Charley Lynn Chase is a minister in the Presbyterian Church in America and is a teacher at First Presbyterian Day School in Macon, Ga. This article is a chapter in his forthcoming book “Grace Focused Optimism: Learning to Live the Grace-Governed Life of Optimism About God.”
[1] C. H. Spurgeon, Cheque Book of the Bank of Faith, (Scotland: Christian Focus Publications, 1996), 149.
[2] My mother’s name was Verna. I dedicate this chapter to her.

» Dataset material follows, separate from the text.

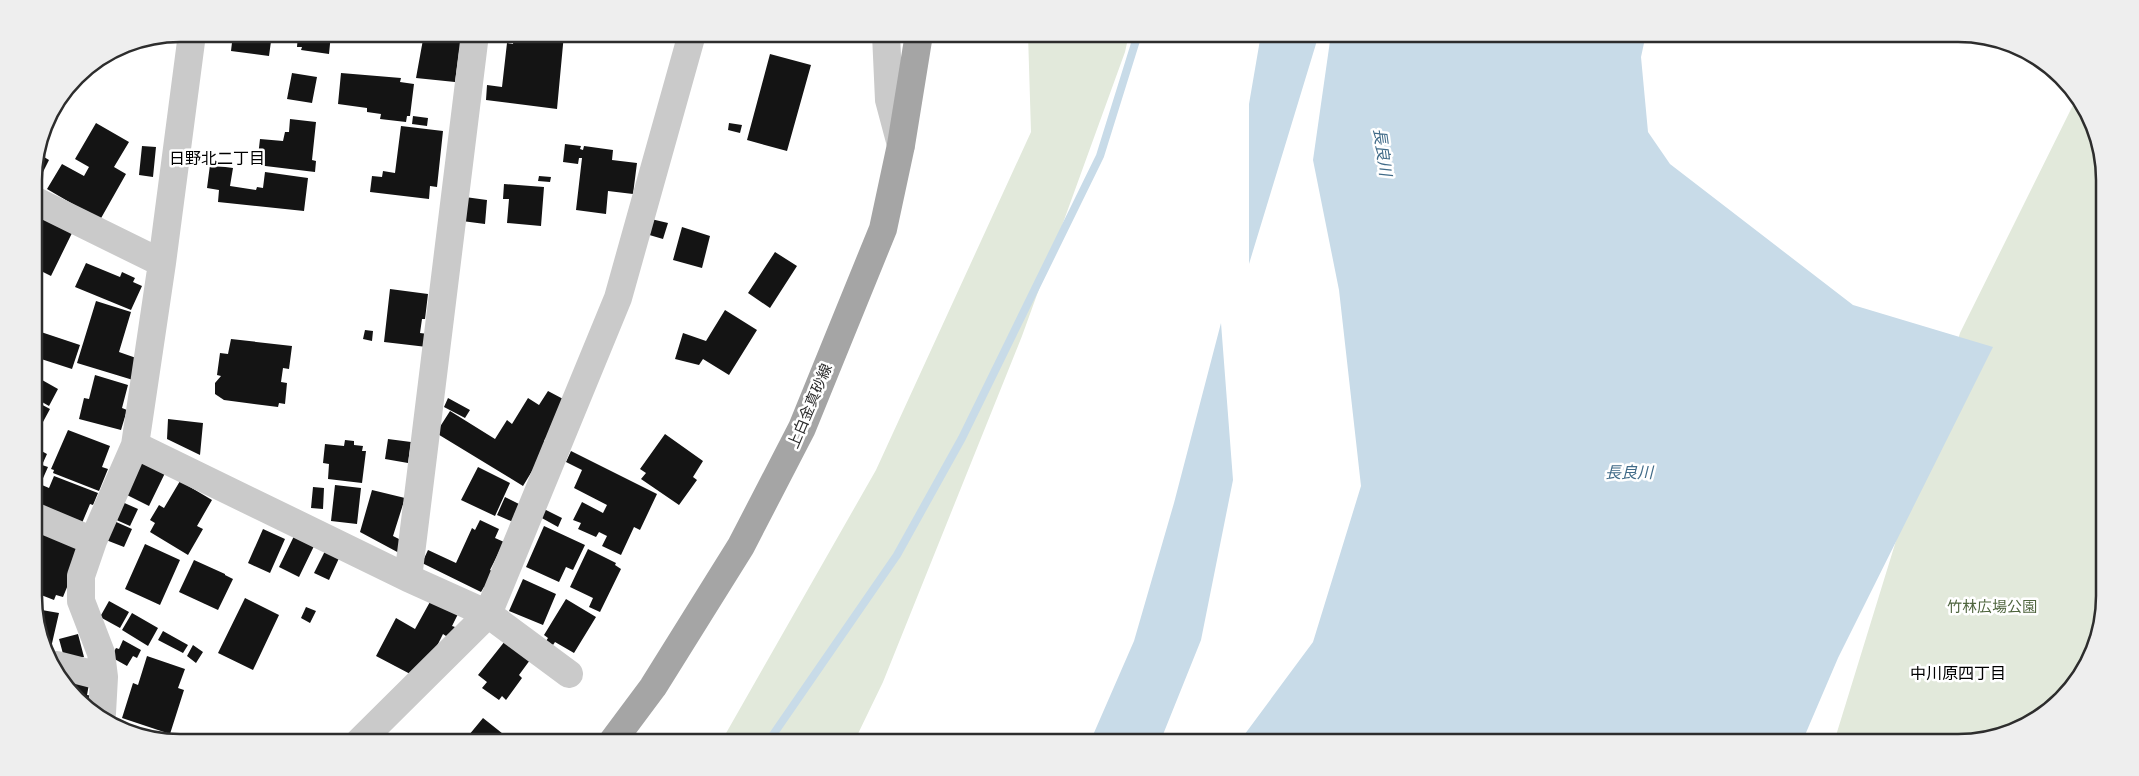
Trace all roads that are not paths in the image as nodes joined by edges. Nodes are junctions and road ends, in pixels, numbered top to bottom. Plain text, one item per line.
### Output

[3] “When he entered Capernaum, a centurion came forward to him, appealing to him, ‘Lord, my servant is lying paralyzed at home, suffering terribly.’ And he said to him, ‘I will come and heal him.’ But the centurion replied, ‘Lord, I am not worthy to have you come under my roof, but only say the word, and my servant will be healed. For I too am a man under authority with soldiers under me. And I say to one, ‘Go,’ and he goes, and to another, ‘Come,’ and he comes, and to my servant, ‘Do this,’ and he does it.’ When Jesus heard this, he marveled and said to those who followed him, ‘Truly, I tell you, with no one in Israel have I found such faith. I tell you, many will come from east and west and recline at table with Abraham, Isaac, and Jacob in the kingdom of heaven, while the sons of the kingdom will be thrown into outer darkness. In that place there will be weeping and gnashing of teeth.’ And to the centurion Jesus said, ‘Go; let it be done for you as you have believed.’ And the servant was healed at that very moment.” Matthew 8:9-13.
[4] I Peter 2:3.
[5] 1 Corinthians 10:31.
[6] Philippians 4:6-7.
[7] Matthew 7:7.
[8] Psalm 81:10. Commenting on this verse Calvin writes, “He not only bids them open their mouth, but he magnifies the abundance of his grace still more highly, by intimating, that however enlarged our desires may be, there will be nothing wanting which is necessary to afford us full satisfaction. Whence it follows that the reason why God’s blessings drop upon us in a sparing and slender manner is, because our mouth is too narrow. . . . John Calvin, Calvin’s Commentary Volume 5, (Grand Rapids, Michigan: Baker Book House, 1979 reprint), 320.
[9] Ephesians 3:29.
[10] John Newton, Come, My Soul, Thy Suit Prepare.
[11] Matthew 8:10.
[12] Hebrews 11:6.
[13] Steve Wilkins, All Things for Good, (Nashville, Tennessee: Cumberland House Publishing, 2004), 89.
[14] Romans 15:4.
[15] 1 Corinthians 10:31.
[16] For example, patience in trial honors the Lord. But what is patience except endurance born of optimism that the Lord is in control and is working for your good? Praise honors God. What fuels praise? The optimism that calls on God for help, experiences his help, and returns to worship and thank him for his kindness. Faith honors God. And what is faith? It’s optimism about God. Optimism about God is the root of every God honoring thought, word, and deed.